Oggi, chi entra nella Valle dei Mulini sente soprattutto il suono dell'acqua che scorre tra rocce, piccole cascate e passerelle in legno. Secoli fa, però, quel suono si mescolava al fuoco delle forge e ai potenti colpi dei magli che lavoravano il ferro.
La valle, che inizia a Prato San Pietro, conserva le testimonianze delle antiche fucine, officine che hanno contribuito alla storia della lavorazione del ferro in Valsassina. Tra queste si trovava la storica Fucina dei Carlini, situata all'inizio del percorso. Esistono documenti che attestano la presenza di queste attività almeno dal XVI secolo, quando l'abbondanza di acqua, boschi e minerali favorì lo sviluppo di queste officine tra le montagne.
Ma come funzionavano?
Una parte dell'acqua del torrente veniva deviata attraverso piccoli canali fino a una ruota idraulica. Girando, la ruota trasmetteva energia ai meccanismi della fucina. La forza dell'acqua azionava il maglio, un enorme martello meccanico utilizzato per battere ripetutamente il ferro incandescente, e alimentava anche i mantici che mantenevano vivo il fuoco della forgia. Grazie a questo ingegnoso sistema, l'acqua sostituiva gran parte del lavoro manuale e permetteva di forgiare pezzi pesanti con grande precisione.

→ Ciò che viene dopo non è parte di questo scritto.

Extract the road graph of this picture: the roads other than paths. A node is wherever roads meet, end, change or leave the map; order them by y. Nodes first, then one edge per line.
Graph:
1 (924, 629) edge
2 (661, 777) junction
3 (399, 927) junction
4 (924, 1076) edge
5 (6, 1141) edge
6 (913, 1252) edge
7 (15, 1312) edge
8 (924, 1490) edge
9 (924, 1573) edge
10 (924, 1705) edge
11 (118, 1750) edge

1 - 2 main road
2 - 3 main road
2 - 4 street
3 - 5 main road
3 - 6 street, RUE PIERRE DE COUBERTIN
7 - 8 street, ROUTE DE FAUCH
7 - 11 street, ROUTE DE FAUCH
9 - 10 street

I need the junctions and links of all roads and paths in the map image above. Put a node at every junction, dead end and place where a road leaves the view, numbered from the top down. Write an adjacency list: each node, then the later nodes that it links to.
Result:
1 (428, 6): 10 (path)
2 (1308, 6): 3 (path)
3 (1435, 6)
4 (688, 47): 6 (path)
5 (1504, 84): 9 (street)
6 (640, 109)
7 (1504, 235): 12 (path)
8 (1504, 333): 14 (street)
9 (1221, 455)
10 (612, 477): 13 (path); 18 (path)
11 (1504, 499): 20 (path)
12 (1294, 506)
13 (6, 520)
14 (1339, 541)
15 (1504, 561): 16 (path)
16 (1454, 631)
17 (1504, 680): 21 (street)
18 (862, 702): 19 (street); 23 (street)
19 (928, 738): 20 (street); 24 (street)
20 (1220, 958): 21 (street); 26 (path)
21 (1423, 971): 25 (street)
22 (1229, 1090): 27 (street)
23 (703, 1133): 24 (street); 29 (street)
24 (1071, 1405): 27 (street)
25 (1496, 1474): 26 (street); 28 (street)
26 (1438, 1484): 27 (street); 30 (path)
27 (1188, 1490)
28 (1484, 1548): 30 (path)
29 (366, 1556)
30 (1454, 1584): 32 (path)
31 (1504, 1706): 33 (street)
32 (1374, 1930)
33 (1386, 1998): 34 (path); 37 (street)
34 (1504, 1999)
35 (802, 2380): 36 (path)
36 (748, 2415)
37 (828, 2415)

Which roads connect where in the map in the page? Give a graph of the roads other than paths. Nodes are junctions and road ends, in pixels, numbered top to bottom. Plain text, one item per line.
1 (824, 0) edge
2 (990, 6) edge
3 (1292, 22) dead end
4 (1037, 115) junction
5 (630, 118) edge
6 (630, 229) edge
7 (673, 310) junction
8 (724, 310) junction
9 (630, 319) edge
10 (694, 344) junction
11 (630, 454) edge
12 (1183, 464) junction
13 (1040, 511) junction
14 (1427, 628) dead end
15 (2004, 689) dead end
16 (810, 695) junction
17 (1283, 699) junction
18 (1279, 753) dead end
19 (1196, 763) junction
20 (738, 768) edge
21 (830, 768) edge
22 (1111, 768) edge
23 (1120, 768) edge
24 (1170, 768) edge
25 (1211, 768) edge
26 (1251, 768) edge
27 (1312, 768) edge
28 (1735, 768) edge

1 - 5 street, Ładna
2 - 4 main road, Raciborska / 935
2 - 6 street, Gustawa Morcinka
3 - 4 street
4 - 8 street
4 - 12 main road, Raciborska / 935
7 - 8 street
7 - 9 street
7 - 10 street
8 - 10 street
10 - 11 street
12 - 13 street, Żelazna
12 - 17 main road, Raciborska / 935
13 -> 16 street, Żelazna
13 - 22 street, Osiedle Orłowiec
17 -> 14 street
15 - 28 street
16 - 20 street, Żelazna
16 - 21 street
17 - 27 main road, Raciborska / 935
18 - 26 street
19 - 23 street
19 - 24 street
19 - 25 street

Il lavoro iniziava riscaldando il ferro con il carbone vegetale, prodotto utilizzando la legna dei boschi circostanti. Quando il metallo raggiungeva la giusta temperatura, il fabbro lo afferrava con grandi tenaglie e lo portava sotto il maglio. Colpo dopo colpo, il ferro prendeva forma, trasformandosi in attrezzi agricoli, utensili e oggetti indispensabili alla vita quotidiana.
Nulla era casuale. I boschi fornivano il legname, le montagne offrivano i minerali e l'acqua forniva l'energia necessaria. Questa straordinaria combinazione rese la Valsassina uno dei più importanti centri siderurgici della Lombardia. All'inizio del Seicento, la valle occupava un ruolo di primo piano nella produzione del ferro del Ducato di Milano.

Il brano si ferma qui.